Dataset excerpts
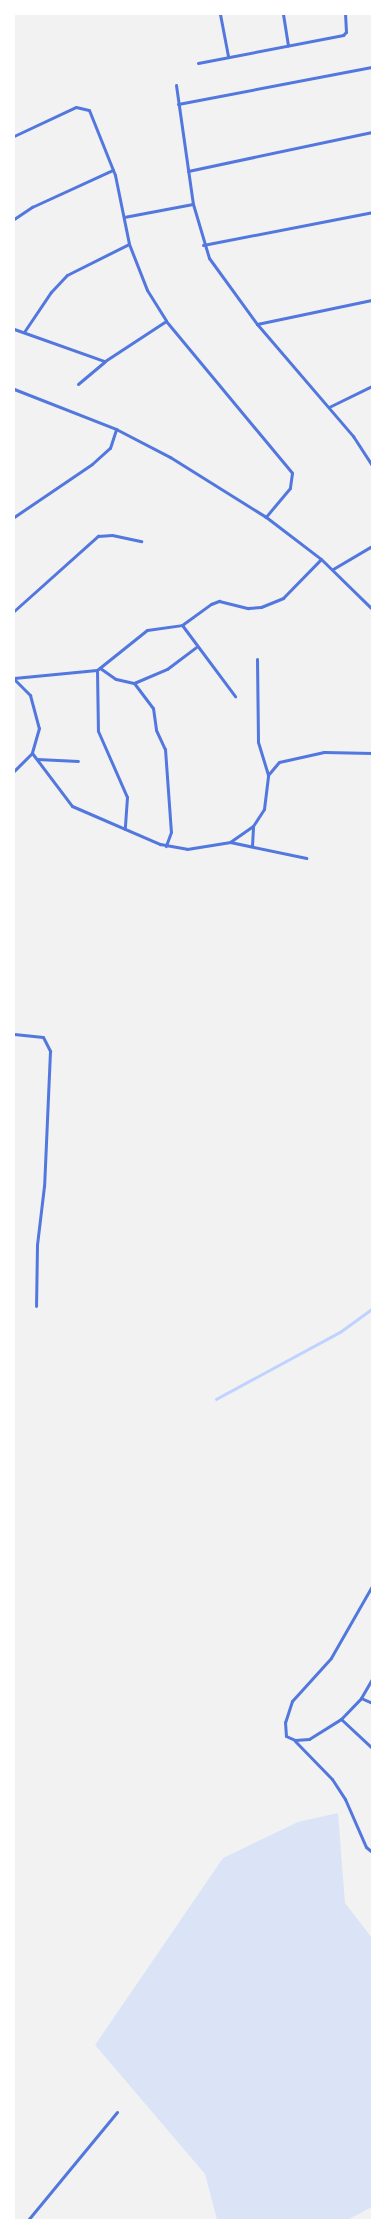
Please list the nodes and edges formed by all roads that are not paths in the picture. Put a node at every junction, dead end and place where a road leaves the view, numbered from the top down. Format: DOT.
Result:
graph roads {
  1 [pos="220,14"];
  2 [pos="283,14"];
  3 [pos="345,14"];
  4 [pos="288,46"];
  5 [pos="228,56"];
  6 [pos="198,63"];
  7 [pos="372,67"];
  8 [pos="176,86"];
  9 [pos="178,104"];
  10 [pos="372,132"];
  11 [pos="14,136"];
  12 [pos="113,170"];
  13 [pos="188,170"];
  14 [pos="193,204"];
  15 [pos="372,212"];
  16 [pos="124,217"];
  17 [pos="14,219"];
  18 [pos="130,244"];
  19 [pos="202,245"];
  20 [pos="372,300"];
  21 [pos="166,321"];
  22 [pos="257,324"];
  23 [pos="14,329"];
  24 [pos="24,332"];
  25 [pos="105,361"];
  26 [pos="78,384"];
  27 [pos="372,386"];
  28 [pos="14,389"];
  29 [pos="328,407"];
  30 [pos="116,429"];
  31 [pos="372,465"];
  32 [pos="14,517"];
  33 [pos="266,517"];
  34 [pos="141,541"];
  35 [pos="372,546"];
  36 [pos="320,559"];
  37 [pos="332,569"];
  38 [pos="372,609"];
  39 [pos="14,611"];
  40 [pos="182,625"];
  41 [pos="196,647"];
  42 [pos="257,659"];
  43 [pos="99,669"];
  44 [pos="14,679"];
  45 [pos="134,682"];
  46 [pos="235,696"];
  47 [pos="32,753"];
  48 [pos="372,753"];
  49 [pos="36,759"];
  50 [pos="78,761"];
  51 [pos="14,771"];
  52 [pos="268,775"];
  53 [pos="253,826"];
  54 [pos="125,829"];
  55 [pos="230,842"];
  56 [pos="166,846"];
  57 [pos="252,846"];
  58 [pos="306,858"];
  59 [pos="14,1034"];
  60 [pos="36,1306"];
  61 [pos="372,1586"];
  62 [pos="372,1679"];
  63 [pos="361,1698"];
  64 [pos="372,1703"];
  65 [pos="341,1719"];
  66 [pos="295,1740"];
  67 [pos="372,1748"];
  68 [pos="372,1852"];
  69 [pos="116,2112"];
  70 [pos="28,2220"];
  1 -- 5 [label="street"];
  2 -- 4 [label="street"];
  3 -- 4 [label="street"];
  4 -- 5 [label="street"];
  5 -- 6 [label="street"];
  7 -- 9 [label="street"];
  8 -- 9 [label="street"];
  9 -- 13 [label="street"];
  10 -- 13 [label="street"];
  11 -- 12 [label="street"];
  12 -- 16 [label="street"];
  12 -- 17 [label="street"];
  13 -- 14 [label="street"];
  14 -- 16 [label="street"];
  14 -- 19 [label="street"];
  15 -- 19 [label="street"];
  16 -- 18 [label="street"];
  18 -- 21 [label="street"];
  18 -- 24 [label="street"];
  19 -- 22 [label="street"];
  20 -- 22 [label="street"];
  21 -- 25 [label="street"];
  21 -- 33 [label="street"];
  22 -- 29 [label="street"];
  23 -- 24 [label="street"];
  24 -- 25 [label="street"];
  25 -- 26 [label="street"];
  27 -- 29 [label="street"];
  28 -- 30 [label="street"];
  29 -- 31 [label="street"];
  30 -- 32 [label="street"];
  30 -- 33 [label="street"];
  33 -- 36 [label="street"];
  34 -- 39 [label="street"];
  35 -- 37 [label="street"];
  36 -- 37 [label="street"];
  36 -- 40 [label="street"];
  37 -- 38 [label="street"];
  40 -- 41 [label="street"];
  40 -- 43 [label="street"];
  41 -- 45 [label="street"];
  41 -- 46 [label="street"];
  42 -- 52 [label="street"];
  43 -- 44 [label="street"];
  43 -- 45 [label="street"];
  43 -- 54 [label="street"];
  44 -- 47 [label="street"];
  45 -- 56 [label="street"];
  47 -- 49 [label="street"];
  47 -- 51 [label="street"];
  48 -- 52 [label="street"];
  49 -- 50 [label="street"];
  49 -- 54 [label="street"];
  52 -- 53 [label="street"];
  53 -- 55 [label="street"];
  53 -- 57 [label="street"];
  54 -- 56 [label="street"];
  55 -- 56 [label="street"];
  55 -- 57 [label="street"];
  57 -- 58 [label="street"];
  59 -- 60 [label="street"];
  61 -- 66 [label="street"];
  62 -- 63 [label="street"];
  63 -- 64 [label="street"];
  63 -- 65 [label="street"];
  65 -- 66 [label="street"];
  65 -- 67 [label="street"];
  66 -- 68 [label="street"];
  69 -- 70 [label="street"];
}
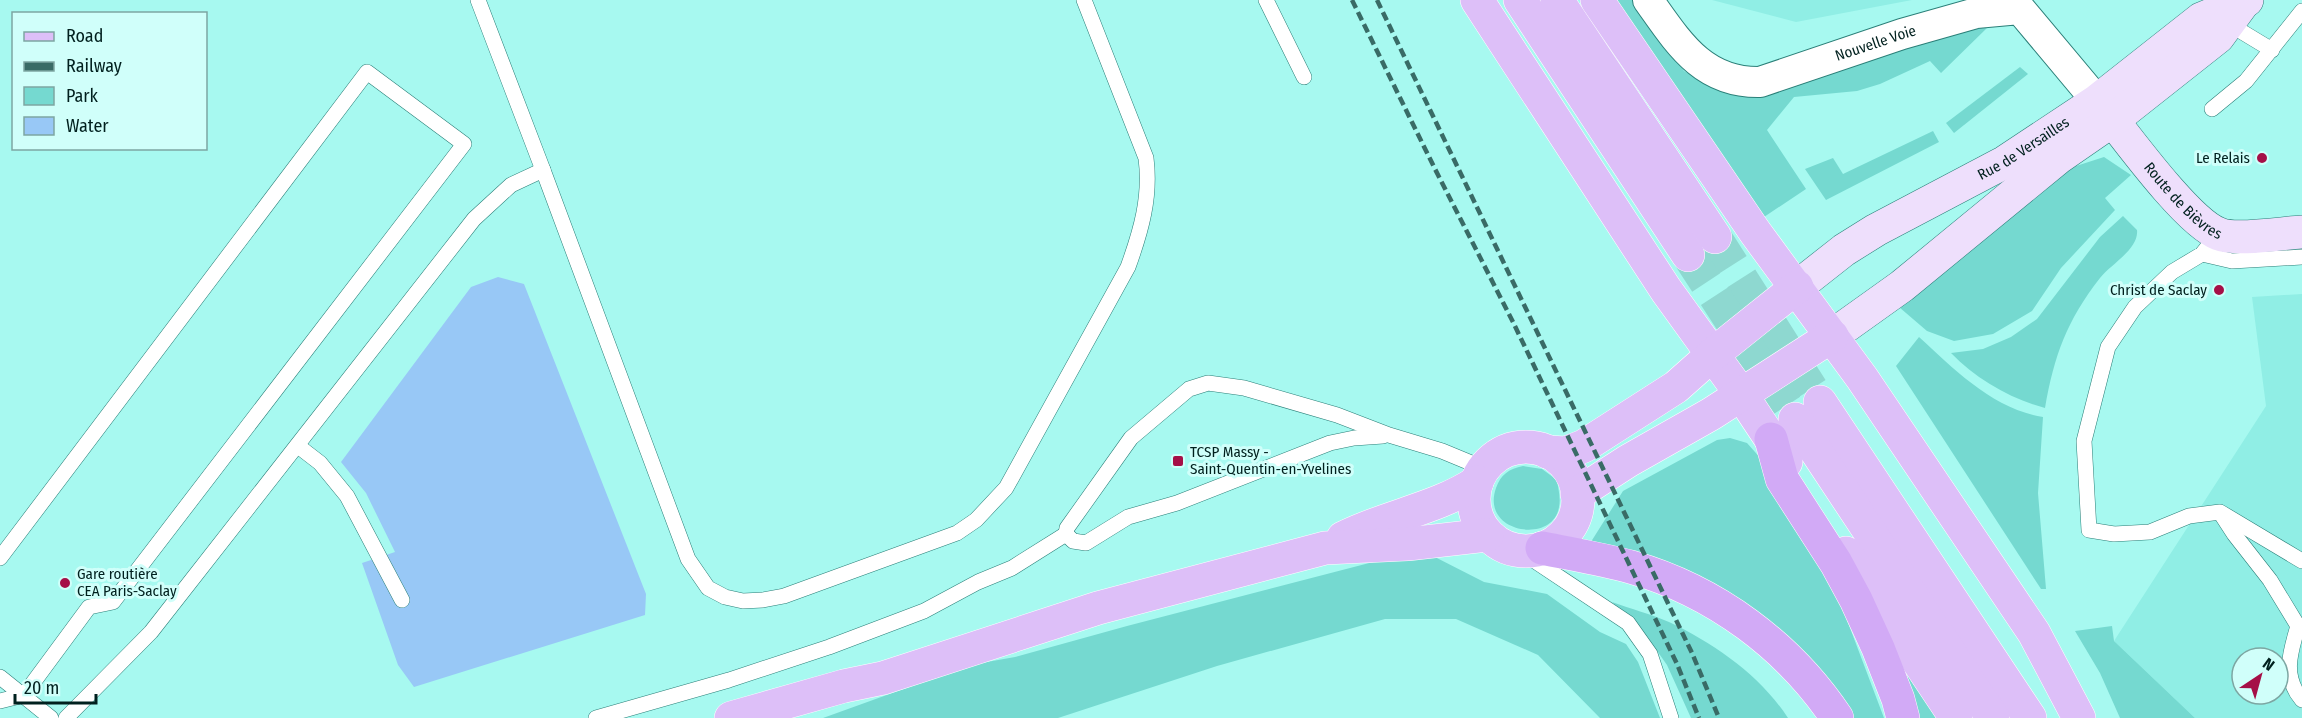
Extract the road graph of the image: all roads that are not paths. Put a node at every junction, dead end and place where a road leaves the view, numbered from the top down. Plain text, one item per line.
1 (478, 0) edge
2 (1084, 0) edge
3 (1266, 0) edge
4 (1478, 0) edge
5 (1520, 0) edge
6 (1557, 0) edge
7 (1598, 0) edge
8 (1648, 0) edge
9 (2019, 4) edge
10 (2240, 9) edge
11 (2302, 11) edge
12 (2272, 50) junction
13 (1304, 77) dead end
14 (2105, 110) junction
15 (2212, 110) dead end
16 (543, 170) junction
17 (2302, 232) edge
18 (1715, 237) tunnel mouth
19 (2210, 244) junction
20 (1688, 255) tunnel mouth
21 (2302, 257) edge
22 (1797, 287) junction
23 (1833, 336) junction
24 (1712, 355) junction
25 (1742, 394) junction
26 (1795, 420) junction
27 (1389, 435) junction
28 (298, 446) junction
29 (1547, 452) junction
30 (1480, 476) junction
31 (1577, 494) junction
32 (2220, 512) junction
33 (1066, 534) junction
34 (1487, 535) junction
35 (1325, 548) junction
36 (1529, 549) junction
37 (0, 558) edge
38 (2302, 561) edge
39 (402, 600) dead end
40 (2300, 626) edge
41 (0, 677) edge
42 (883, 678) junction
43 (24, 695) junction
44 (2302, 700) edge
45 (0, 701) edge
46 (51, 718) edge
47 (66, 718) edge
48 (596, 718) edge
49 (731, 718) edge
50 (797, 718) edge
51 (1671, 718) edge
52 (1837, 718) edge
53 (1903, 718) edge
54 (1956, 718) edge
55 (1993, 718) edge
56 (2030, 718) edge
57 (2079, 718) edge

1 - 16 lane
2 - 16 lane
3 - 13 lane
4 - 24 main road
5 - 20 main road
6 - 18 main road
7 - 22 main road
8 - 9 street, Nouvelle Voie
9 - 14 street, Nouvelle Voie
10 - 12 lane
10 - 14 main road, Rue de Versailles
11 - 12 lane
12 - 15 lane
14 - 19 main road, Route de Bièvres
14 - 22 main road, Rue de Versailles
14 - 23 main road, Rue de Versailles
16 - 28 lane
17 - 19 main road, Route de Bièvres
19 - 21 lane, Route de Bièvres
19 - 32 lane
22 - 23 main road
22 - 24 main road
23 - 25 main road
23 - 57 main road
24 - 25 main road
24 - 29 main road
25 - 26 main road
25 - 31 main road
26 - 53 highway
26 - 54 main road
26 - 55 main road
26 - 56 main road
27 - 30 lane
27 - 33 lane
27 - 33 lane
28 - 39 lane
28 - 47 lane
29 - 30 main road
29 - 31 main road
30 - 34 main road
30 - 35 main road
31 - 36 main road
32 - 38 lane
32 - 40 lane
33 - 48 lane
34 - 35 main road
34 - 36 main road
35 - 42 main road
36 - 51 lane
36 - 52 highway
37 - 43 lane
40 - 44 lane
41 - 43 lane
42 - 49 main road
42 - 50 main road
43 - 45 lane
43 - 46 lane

> **Your assignment**
Report how many lines above hold the string "mouth", giving nothing but the number.

> **Completed task**
2